She and Sukey were close. After Sukey’s marriage, Maud often visited the house where she and Frank lived and when she disappeared, Maud almost obsessively collected little things that might be clues. Her parents were not demonstrative but her father in particular was clearly upset when Sukey disappeared and put a great deal of effort into looking for her. Her mother was quite sympathetic to Frank, who supplied her with goods beyond what she could get with her ration book, such as meat and sugar. Her father, in contrast, distrusted Frank and disapproved of buying on the black market — though he benefited from it, whether knowingly or not. He was furious to learn that his wife had been using Sukey’s ration book after she went missing.
The older Maud’s relationships with her own daughter (Helen) and granddaughter (Katy) tend to be more vividly drawn. Sometimes, Maud forgets who one or other of them is, only to address her by name seconds later. Helen is exasperated by Maud’s forgetfulness and her constant return to worn-out themes. She has stopped answering when Maud asks her (yet again) where is the best place to grow marrows. What Maud is really asking, though she doesn’t realize it, is where Frank is likely to have buried Sukey’s body.
Katy, a generation removed from Maud, is less disturbed or frustrated than her mother is by Maud’s difficulties. This is normal. Of course, she’s also not so tired of having to rescue the older woman from police stations and embarrassing situations.
Notwithstanding the first-person narration, it would be impossible for Healey to recreate in the reader’s consciousness the confusion, the ebb and flow of short-term memories, in Maud’s. But she nevertheless succeeds in communicating a good sense of how Maud feels. For example, in a drawer in Helen’s house, Maud finds various half-familiar things, neatly arranged:
And there is a packet of lamp posts, tiny lamp posts with lead through the middle. The right word for them is gone and I pick one up, trying to remember it, pressing the end into the wood of the drawer until the tip breaks off. It’s satisfying and I pick up another just to break it.
The doorbell rings. I drop the pencil and bang into a bookcase in my hurry to leave the room. (p. 217)
One moment, the word “pencil” is gone, the next it’s back, unnoticed.
Inter-familial relations feature strongly in Whistle in the Dark too.
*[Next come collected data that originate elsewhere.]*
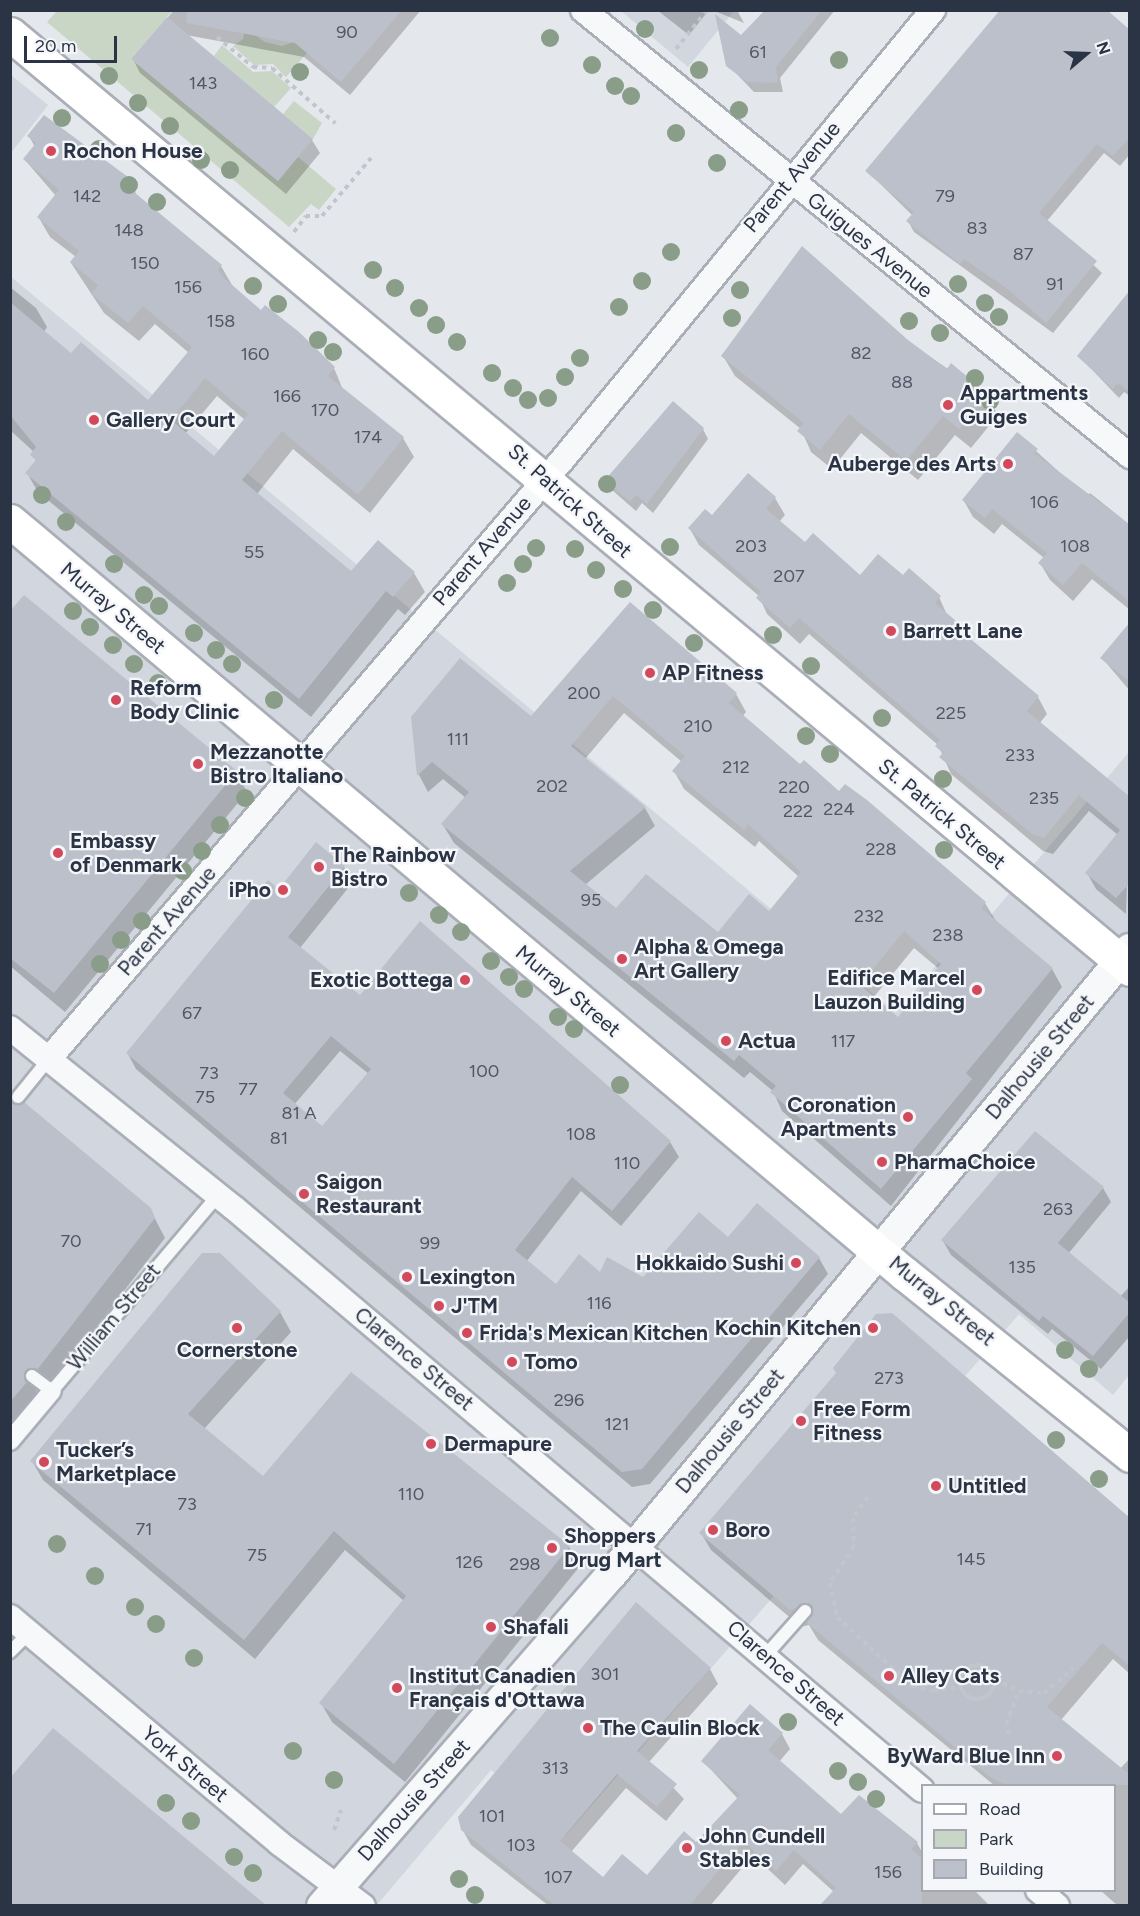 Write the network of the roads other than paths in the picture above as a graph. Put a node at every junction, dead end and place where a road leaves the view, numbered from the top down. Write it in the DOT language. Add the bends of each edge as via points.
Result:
graph roads {
  1 [pos="583,10"];
  2 [pos="933,10"];
  3 [pos="10,34"];
  4 [pos="790,180"];
  5 [pos="1130,456"];
  6 [pos="544,479"];
  7 [pos="10,521"];
  8 [pos="298,766"];
  9 [pos="1126,960"];
  10 [pos="10,1028"];
  11 [pos="48,1060"];
  12 [pos="18,1097"];
  13 [pos="218,1195"];
  14 [pos="882,1253"];
  15 [pos="32,1376"];
  16 [pos="52,1391"];
  17 [pos="10,1440"];
  18 [pos="1130,1455"];
  19 [pos="635,1545"];
  20 [pos="805,1611"];
  21 [pos="20,1625"];
  22 [pos="10,1652"];
  23 [pos="766,1655"];
  24 [pos="921,1789"];
  25 [pos="1041,1892"];
  26 [pos="330,1896"];
  27 [pos="363,1905"];
  28 [pos="1057,1905"];
  1 -- 4 [label="street, Guigues Avenue"];
  2 -- 4 [label="street, Parent Avenue"];
  3 -- 6 [label="main road, St. Patrick Street"];
  4 -- 5 [label="street, Guigues Avenue"];
  4 -- 6 [label="street, Parent Avenue"];
  6 -- 8 [label="street, Parent Avenue"];
  6 -- 9 [label="main road, St. Patrick Street"];
  7 -- 8 [label="main road, Murray Street"];
  8 -- 11 [label="street, Parent Avenue"];
  8 -- 14 [label="main road, Murray Street"];
  9 -- 14 [label="street, Dalhousie Street"];
  10 -- 11 [label="street, Clarence Street"];
  11 -- 12 [label="lane"];
  11 -- 13 [label="street, Clarence Street"];
  13 -- 16 [label="lane, William Street"];
  13 -- 19 [label="street, Clarence Street"];
  14 -- 18 [label="main road, Murray Street"];
  14 -- 19 [label="street, Dalhousie Street"];
  15 -- 16 [label="lane"];
  16 -- 17 [label="street, William Street"];
  19 -- 23 [label="street, Clarence Street"];
  19 -- 26 [label="street, Dalhousie Street"];
  20 -- 23 [label="lane"];
  21 -- 22 [label="lane"];
  21 -- 26 [label="street, York Street"];
  23 -- 24 [label="street, Clarence Street"];
  25 -- 28 [label="street"];
  26 -- 27 [label="street, York Street"];
}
Lana has an older sibling, Meg, who was already about 10 when Lana was born and had finished university by the time Lana had become a recalcitrant teen. Meg has broken up with her girlfriend and become pregnant, by donor insemination (a phrase, and concept, that Lana finds repellant), the donor being her childhood friend, Tom.
Meg is methodical, orderly and has a remarkable design sense, unlike her mother whose job title is actually “graphic designer” (p. 54).
She had once watched as Meg took about a hundred corks out of a huge glass jar, cleaned the jar, brushed fluff off each individual cork then put them all back in again. “Whose child are you?” she’d wanted to ask. (p. 300)
As a significantly older sibling and not a parent, Meg’s scepticism about Lana’s claimed inability to remember what happened to her, is more likely than her mother’s to be tolerated. When Jen finds several books about hell under Lana’s bed, and a second, hidden phone on which she’s been talking to an ordinand of the New Lollards Fellowship, who believes that she descended into hell while she was missing, Lana goes to stay with Meg for a while, leaving Jen relatively free to return to where Lana disappeared in the Peak District.
The second novel came out in 2018, four years after the first. I suspect that its sales may have been disappointing in comparison with those of the earlier book but that’s just a guess on my part. Either way, I haven’t been able to find anything online about Healey’s writing any newer fiction. I hope that she is, and that we’ll soon see some of it.
Editions: Both Penguin paperbacks, published 2015 and 2019 respectively (original publication dates 2014 and 2018); emphasis original, ellipsis added.
I hope everybody has a very happy New Year. If I keep to schedule for once, the next post will be on 10 January 2024, otherwise it will be the following weekend. I haven’t yet decided what it will be about, but I have a few ideas.
I was surprised to see that it’s a whole year since I deleted my Twitter account. I’ve been trying Substack Notes as an alternative but I’m not finding it very congenial, largely because it doesn’t have a following/reverse chronological order feed. In the last few weeks, I’ve signed up to BlueSky, which seems to be where a lot of the people I most enjoyed following on Twitter have ended up. I mean people who post about books, literature, reading and so on.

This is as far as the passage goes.